Cependant Manfred, le très riche marquis, entendit parler de l'affaire ; il envoya ses gens s'emparer de vive force de cet illusoire objet de culte, ordonnant de lui rapporter ce qu'on prenait pour un vénérable martyr. Ce marquis avait en effet entrepris l'établissement d'un monastère dans le bourg fortifié de Suse, le plus ancien des Alpes, en l'honneur du Dieu tout-puissant et de sa Mère Marie toujours vierge. Il avait l'intention, quand l'édifice serait achevé, d'y faire déposer ce saint et toutes les autres reliques qu'il pourrait trouver. Bientôt, les travaux de l'église furent achevés, et il fixa le jour de la dédicace ; il invita les évêques du voisinage, avec lesquels vinrent l'abbé Guillaume de Volpiano, déjà si souvent nommé, et quelques autres abbés. Notre brocanteur aussi se trouvait là ; il s'était gagné les bonnes grâces du marquis en lui promettant de découvrir sous peu des reliques encore bien plus précieuses, provenant de saints dont il inventait trompeusement les actes, les noms et les détails de leur martyre, comme tout le reste. Quand les gens les plus savants lui demandaient comment il avait appris de pareilles choses, il débitait bruyamment des invraisemblances ; j'y étais moi-même, venu à la suite de mon abbé tant de fois nommé. Il disait :

« La nuit m'apparaît un ange, qui me raconte et m'apprend tout ce qu'il sait que je désire savoir ; et il reste avec moi aussi longtemps que je ne l'invite pas à s'en aller. »

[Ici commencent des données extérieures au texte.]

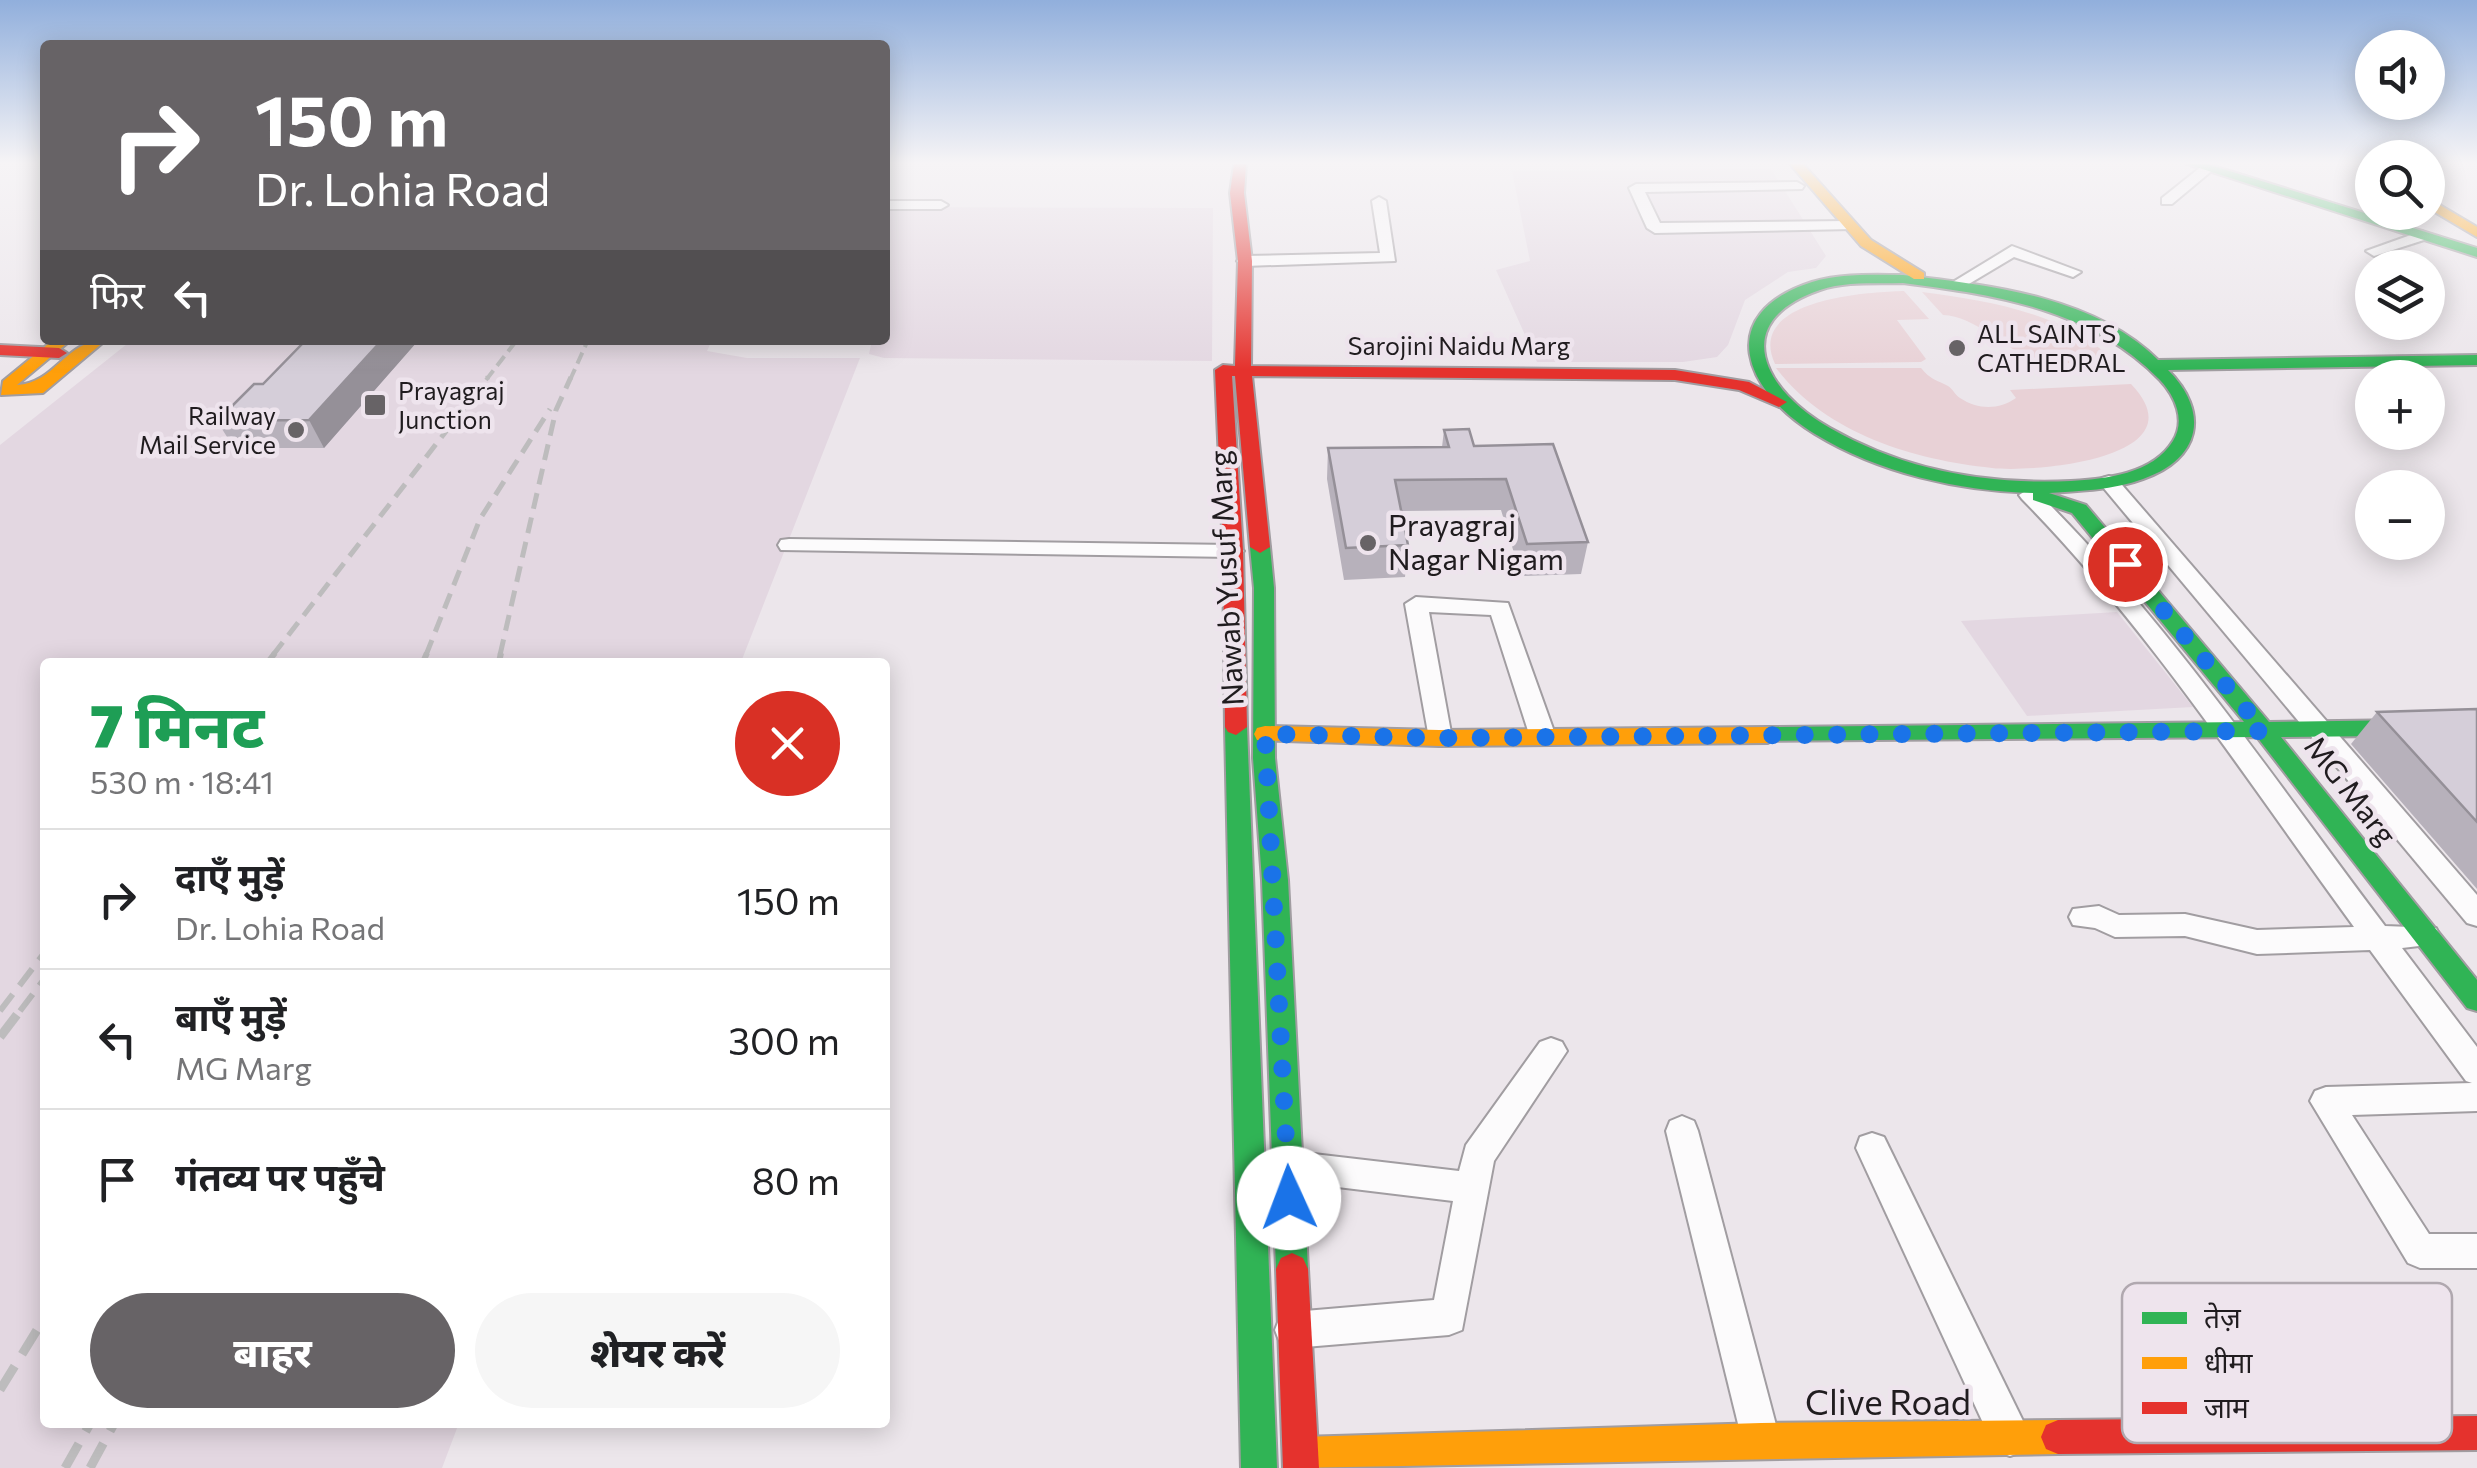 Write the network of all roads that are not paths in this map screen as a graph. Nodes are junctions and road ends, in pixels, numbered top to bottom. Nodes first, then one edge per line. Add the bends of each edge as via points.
1 (1226, 233) edge
2 (1242, 233) edge
3 (1385, 233) edge
4 (1844, 233) edge
5 (1848, 233) edge
6 (2411, 233) edge
7 (2434, 233) edge
8 (2422, 236) junction
9 (2477, 245) edge
10 (2377, 250) edge
11 (2477, 254) edge
12 (1245, 262) junction
13 (2073, 272) dead end
14 (1844, 282) junction
15 (1945, 283) junction
16 (0, 336) edge
17 (92, 345) edge
18 (0, 350) edge
19 (53, 350) edge
20 (1737, 355) junction
21 (2477, 360) edge
22 (2156, 365) junction
23 (1233, 371) junction
24 (1675, 374) junction
25 (8, 388) edge
26 (1788, 407) junction
27 (0, 416) edge
28 (2110, 482) junction
29 (1989, 485) junction
30 (2029, 494) junction
31 (789, 546) dead end
32 (1233, 551) junction
33 (2477, 727) edge
34 (2289, 730) junction
35 (2321, 730) junction
36 (2224, 731) junction
37 (2264, 731) junction
38 (1265, 734) junction
39 (1543, 737) junction
40 (1440, 738) junction
41 (2477, 915) edge
42 (2082, 917) dead end
43 (2426, 936) junction
44 (2378, 939) junction
45 (2477, 966) edge
46 (2477, 1000) edge
47 (1551, 1050) dead end
48 (2477, 1071) edge
49 (2477, 1097) edge
50 (1682, 1131) dead end
51 (1872, 1148) dead end
52 (1288, 1166) junction
53 (1472, 1188) junction
54 (2477, 1251) edge
55 (1293, 1330) junction
56 (2477, 1433) edge
57 (2452, 1435) edge
58 (2010, 1438) junction
59 (1761, 1440) junction
60 (2368, 1443) edge
61 (2270, 1452) edge
62 (1301, 1461) edge
63 (1259, 1468) edge

1 - 23 main road, Nawab Yusuf Marg
2 - 12 main road, Nawab Yusuf Marg
3 - 12 street via 1390,258
4 - 14 main road via 1864,262
5 - 15 main road via 1884,260
6 - 8 main road
7 - 9 main road
8 - 10 street
8 - 11 main road
12 - 23 main road, Nawab Yusuf Marg
13 - 15 street via 2012,251
14 - 15 main road
14 - 20 main road via 1812,287 1776,305
15 - 22 main road via 2022,298 2083,320
16 - 19 main road
17 - 19 main road
18 - 19 main road
19 - 25 main road
20 - 24 main road
20 - 26 main road
21 - 22 main road
22 - 28 main road via 2184,400 2186,435 2161,464
23 - 24 main road, Sarojini Naidu Marg
23 - 32 main road, Nawab Yusuf Marg
23 - 38 main road, Nawab Yusuf Marg via 1264,588
24 - 26 main road via 1744,386
25 - 27 main road
26 - 29 main road via 1883,458
28 - 29 main road
28 - 34 main road, MG Marg via 2100,496 2104,508
28 - 35 street
29 - 30 main road, MG Marg
30 - 36 street via 2103,572
30 - 37 main road, MG Marg via 2079,508
31 - 32 street
32 - 63 main road, Nawab Yusuf Marg
33 - 35 main road
34 - 35 main road
34 - 37 main road
34 - 45 main road, MG Marg
35 - 41 street
36 - 37 main road
36 - 39 main road
36 - 44 street
37 - 43 main road, MG Marg
38 - 40 main road
38 - 52 main road, Nawab Yusuf Marg
39 - 40 main road
39 - 40 street via 1500,608 1416,604
42 - 44 street via 2115,926 2185,925 2258,942
43 - 44 street
43 - 46 main road, MG Marg
44 - 48 street
47 - 53 street via 1478,1156
49 - 54 street via 2326,1100 2420,1251
50 - 59 street
51 - 58 street
52 - 53 street
52 - 55 main road, Nawab Yusuf Marg
53 - 55 street via 1449,1317
55 - 62 main road, Nawab Yusuf Marg
56 - 57 main road, Clive Road
58 - 59 main road, Clive Road
58 - 61 main road, Clive Road
59 - 62 main road, Clive Road
60 - 61 main road, Clive Road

Comme à ces mots nous répondions en lui demandant s'il voyait cela éveillé ou dans son sommeil, il ajouta :

« Presque chaque nuit, cet ange m'enlève de mon lit à l'insu de ma femme ; et, après une longue conversation, il me quitte en me saluant et en m'embrassant. »

Nous sentîmes dans ces propos un mensonge maladroit, et connûmes que cet homme n'était pas un homme angélique, mais bien un serviteur de la fraude et de la malignité.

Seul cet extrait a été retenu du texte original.